Copy the data. Keep every character as given.

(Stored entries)
+ + + + +

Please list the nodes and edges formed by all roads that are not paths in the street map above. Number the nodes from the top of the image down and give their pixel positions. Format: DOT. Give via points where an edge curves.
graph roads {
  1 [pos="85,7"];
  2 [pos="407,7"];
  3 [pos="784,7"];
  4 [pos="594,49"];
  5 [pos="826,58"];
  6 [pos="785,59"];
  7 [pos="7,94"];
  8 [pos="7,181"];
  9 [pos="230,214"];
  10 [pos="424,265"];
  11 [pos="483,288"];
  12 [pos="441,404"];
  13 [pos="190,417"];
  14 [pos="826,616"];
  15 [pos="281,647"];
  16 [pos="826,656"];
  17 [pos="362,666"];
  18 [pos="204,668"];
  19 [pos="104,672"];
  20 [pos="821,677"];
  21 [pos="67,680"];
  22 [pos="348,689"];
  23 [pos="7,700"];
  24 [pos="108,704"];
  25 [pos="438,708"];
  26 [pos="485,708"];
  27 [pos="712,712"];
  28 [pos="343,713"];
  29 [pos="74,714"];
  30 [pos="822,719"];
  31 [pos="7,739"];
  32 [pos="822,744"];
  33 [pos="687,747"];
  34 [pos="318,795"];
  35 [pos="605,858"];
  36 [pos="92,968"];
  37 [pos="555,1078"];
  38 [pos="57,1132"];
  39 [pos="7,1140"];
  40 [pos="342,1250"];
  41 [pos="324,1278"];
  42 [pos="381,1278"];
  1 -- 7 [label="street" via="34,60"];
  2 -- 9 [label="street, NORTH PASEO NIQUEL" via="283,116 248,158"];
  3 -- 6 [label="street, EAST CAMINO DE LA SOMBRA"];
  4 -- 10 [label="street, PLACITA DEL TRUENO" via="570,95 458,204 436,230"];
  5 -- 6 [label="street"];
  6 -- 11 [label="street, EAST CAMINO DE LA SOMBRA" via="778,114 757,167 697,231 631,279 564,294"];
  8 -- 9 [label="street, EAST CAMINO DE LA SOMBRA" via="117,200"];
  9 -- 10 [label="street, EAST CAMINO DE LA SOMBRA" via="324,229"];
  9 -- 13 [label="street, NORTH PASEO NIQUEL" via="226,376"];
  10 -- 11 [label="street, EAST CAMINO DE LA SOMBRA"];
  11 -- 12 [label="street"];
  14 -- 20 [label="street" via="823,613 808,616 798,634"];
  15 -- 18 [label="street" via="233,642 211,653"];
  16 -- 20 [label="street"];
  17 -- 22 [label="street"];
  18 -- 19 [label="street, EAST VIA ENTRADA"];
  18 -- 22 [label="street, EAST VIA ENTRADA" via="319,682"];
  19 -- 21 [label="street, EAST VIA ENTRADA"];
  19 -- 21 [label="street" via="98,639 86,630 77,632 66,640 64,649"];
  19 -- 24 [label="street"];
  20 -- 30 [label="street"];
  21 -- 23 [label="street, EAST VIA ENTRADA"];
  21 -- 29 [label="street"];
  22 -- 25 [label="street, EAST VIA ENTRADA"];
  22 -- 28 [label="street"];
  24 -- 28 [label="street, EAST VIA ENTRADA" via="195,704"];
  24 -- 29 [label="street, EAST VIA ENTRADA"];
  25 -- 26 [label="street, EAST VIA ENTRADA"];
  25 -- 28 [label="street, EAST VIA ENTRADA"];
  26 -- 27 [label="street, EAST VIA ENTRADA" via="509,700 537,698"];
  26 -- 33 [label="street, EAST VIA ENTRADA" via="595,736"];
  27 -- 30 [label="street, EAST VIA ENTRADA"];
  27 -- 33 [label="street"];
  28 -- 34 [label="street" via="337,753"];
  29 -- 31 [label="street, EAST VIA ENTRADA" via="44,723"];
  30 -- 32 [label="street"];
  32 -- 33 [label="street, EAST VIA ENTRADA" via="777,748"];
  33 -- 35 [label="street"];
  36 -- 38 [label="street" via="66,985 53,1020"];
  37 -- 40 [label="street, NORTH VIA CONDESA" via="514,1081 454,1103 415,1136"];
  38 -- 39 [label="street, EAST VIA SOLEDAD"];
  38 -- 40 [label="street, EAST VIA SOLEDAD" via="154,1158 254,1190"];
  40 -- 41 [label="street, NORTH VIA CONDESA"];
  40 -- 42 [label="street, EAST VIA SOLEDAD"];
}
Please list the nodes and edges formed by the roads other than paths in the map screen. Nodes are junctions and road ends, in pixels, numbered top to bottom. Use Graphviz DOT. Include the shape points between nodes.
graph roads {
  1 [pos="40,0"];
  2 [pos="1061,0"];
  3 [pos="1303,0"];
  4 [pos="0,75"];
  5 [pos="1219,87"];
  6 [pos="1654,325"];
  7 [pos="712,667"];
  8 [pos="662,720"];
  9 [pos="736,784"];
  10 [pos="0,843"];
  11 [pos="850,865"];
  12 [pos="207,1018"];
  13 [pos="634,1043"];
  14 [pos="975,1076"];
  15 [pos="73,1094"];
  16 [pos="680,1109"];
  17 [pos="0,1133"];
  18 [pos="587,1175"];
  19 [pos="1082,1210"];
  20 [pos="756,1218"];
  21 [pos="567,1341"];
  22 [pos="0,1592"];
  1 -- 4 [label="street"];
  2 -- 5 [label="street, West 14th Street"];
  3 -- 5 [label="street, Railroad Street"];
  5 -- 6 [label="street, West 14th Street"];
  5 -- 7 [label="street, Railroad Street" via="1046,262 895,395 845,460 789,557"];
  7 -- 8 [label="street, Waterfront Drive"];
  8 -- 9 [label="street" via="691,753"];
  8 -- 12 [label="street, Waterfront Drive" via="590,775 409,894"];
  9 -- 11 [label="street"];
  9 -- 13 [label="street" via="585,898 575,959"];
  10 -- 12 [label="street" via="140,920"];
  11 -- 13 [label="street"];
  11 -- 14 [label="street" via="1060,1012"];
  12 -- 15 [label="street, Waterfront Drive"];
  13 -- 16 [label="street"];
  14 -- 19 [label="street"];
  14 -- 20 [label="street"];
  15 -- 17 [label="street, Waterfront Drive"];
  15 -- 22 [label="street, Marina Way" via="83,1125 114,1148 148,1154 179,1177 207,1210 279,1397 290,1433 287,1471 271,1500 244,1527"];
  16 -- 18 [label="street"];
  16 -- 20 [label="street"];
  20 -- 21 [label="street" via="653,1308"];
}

+ + + + +

• **EXERCISE RESULT**:
Please list the nodes and edges formed by all roads that are not paths in the street map above. Number the nodes from the top of the image down and give their pixel positions. Format: DOT. Give via points where an edge curves.
graph roads {
  1 [pos="85,7"];
  2 [pos="407,7"];
  3 [pos="784,7"];
  4 [pos="594,49"];
  5 [pos="826,58"];
  6 [pos="785,59"];
  7 [pos="7,94"];
  8 [pos="7,181"];
  9 [pos="230,214"];
  10 [pos="424,265"];
  11 [pos="483,288"];
  12 [pos="441,404"];
  13 [pos="190,417"];
  14 [pos="826,616"];
  15 [pos="281,647"];
  16 [pos="826,656"];
  17 [pos="362,666"];
  18 [pos="204,668"];
  19 [pos="104,672"];
  20 [pos="821,677"];
  21 [pos="67,680"];
  22 [pos="348,689"];
  23 [pos="7,700"];
  24 [pos="108,704"];
  25 [pos="438,708"];
  26 [pos="485,708"];
  27 [pos="712,712"];
  28 [pos="343,713"];
  29 [pos="74,714"];
  30 [pos="822,719"];
  31 [pos="7,739"];
  32 [pos="822,744"];
  33 [pos="687,747"];
  34 [pos="318,795"];
  35 [pos="605,858"];
  36 [pos="92,968"];
  37 [pos="555,1078"];
  38 [pos="57,1132"];
  39 [pos="7,1140"];
  40 [pos="342,1250"];
  41 [pos="324,1278"];
  42 [pos="381,1278"];
  1 -- 7 [label="street" via="34,60"];
  2 -- 9 [label="street, NORTH PASEO NIQUEL" via="283,116 248,158"];
  3 -- 6 [label="street, EAST CAMINO DE LA SOMBRA"];
  4 -- 10 [label="street, PLACITA DEL TRUENO" via="570,95 458,204 436,230"];
  5 -- 6 [label="street"];
  6 -- 11 [label="street, EAST CAMINO DE LA SOMBRA" via="778,114 757,167 697,231 631,279 564,294"];
  8 -- 9 [label="street, EAST CAMINO DE LA SOMBRA" via="117,200"];
  9 -- 10 [label="street, EAST CAMINO DE LA SOMBRA" via="324,229"];
  9 -- 13 [label="street, NORTH PASEO NIQUEL" via="226,376"];
  10 -- 11 [label="street, EAST CAMINO DE LA SOMBRA"];
  11 -- 12 [label="street"];
  14 -- 20 [label="street" via="823,613 808,616 798,634"];
  15 -- 18 [label="street" via="233,642 211,653"];
  16 -- 20 [label="street"];
  17 -- 22 [label="street"];
  18 -- 19 [label="street, EAST VIA ENTRADA"];
  18 -- 22 [label="street, EAST VIA ENTRADA" via="319,682"];
  19 -- 21 [label="street, EAST VIA ENTRADA"];
  19 -- 21 [label="street" via="98,639 86,630 77,632 66,640 64,649"];
  19 -- 24 [label="street"];
  20 -- 30 [label="street"];
  21 -- 23 [label="street, EAST VIA ENTRADA"];
  21 -- 29 [label="street"];
  22 -- 25 [label="street, EAST VIA ENTRADA"];
  22 -- 28 [label="street"];
  24 -- 28 [label="street, EAST VIA ENTRADA" via="195,704"];
  24 -- 29 [label="street, EAST VIA ENTRADA"];
  25 -- 26 [label="street, EAST VIA ENTRADA"];
  25 -- 28 [label="street, EAST VIA ENTRADA"];
  26 -- 27 [label="street, EAST VIA ENTRADA" via="509,700 537,698"];
  26 -- 33 [label="street, EAST VIA ENTRADA" via="595,736"];
  27 -- 30 [label="street, EAST VIA ENTRADA"];
  27 -- 33 [label="street"];
  28 -- 34 [label="street" via="337,753"];
  29 -- 31 [label="street, EAST VIA ENTRADA" via="44,723"];
  30 -- 32 [label="street"];
  32 -- 33 [label="street, EAST VIA ENTRADA" via="777,748"];
  33 -- 35 [label="street"];
  36 -- 38 [label="street" via="66,985 53,1020"];
  37 -- 40 [label="street, NORTH VIA CONDESA" via="514,1081 454,1103 415,1136"];
  38 -- 39 [label="street, EAST VIA SOLEDAD"];
  38 -- 40 [label="street, EAST VIA SOLEDAD" via="154,1158 254,1190"];
  40 -- 41 [label="street, NORTH VIA CONDESA"];
  40 -- 42 [label="street, EAST VIA SOLEDAD"];
}
Please list the nodes and edges formed by the roads other than paths in the map screen. Nodes are junctions and road ends, in pixels, numbered top to bottom. Use Graphviz DOT. Include the shape points between nodes.
graph roads {
  1 [pos="40,0"];
  2 [pos="1061,0"];
  3 [pos="1303,0"];
  4 [pos="0,75"];
  5 [pos="1219,87"];
  6 [pos="1654,325"];
  7 [pos="712,667"];
  8 [pos="662,720"];
  9 [pos="736,784"];
  10 [pos="0,843"];
  11 [pos="850,865"];
  12 [pos="207,1018"];
  13 [pos="634,1043"];
  14 [pos="975,1076"];
  15 [pos="73,1094"];
  16 [pos="680,1109"];
  17 [pos="0,1133"];
  18 [pos="587,1175"];
  19 [pos="1082,1210"];
  20 [pos="756,1218"];
  21 [pos="567,1341"];
  22 [pos="0,1592"];
  1 -- 4 [label="street"];
  2 -- 5 [label="street, West 14th Street"];
  3 -- 5 [label="street, Railroad Street"];
  5 -- 6 [label="street, West 14th Street"];
  5 -- 7 [label="street, Railroad Street" via="1046,262 895,395 845,460 789,557"];
  7 -- 8 [label="street, Waterfront Drive"];
  8 -- 9 [label="street" via="691,753"];
  8 -- 12 [label="street, Waterfront Drive" via="590,775 409,894"];
  9 -- 11 [label="street"];
  9 -- 13 [label="street" via="585,898 575,959"];
  10 -- 12 [label="street" via="140,920"];
  11 -- 13 [label="street"];
  11 -- 14 [label="street" via="1060,1012"];
  12 -- 15 [label="street, Waterfront Drive"];
  13 -- 16 [label="street"];
  14 -- 19 [label="street"];
  14 -- 20 [label="street"];
  15 -- 17 [label="street, Waterfront Drive"];
  15 -- 22 [label="street, Marina Way" via="83,1125 114,1148 148,1154 179,1177 207,1210 279,1397 290,1433 287,1471 271,1500 244,1527"];
  16 -- 18 [label="street"];
  16 -- 20 [label="street"];
  20 -- 21 [label="street" via="653,1308"];
}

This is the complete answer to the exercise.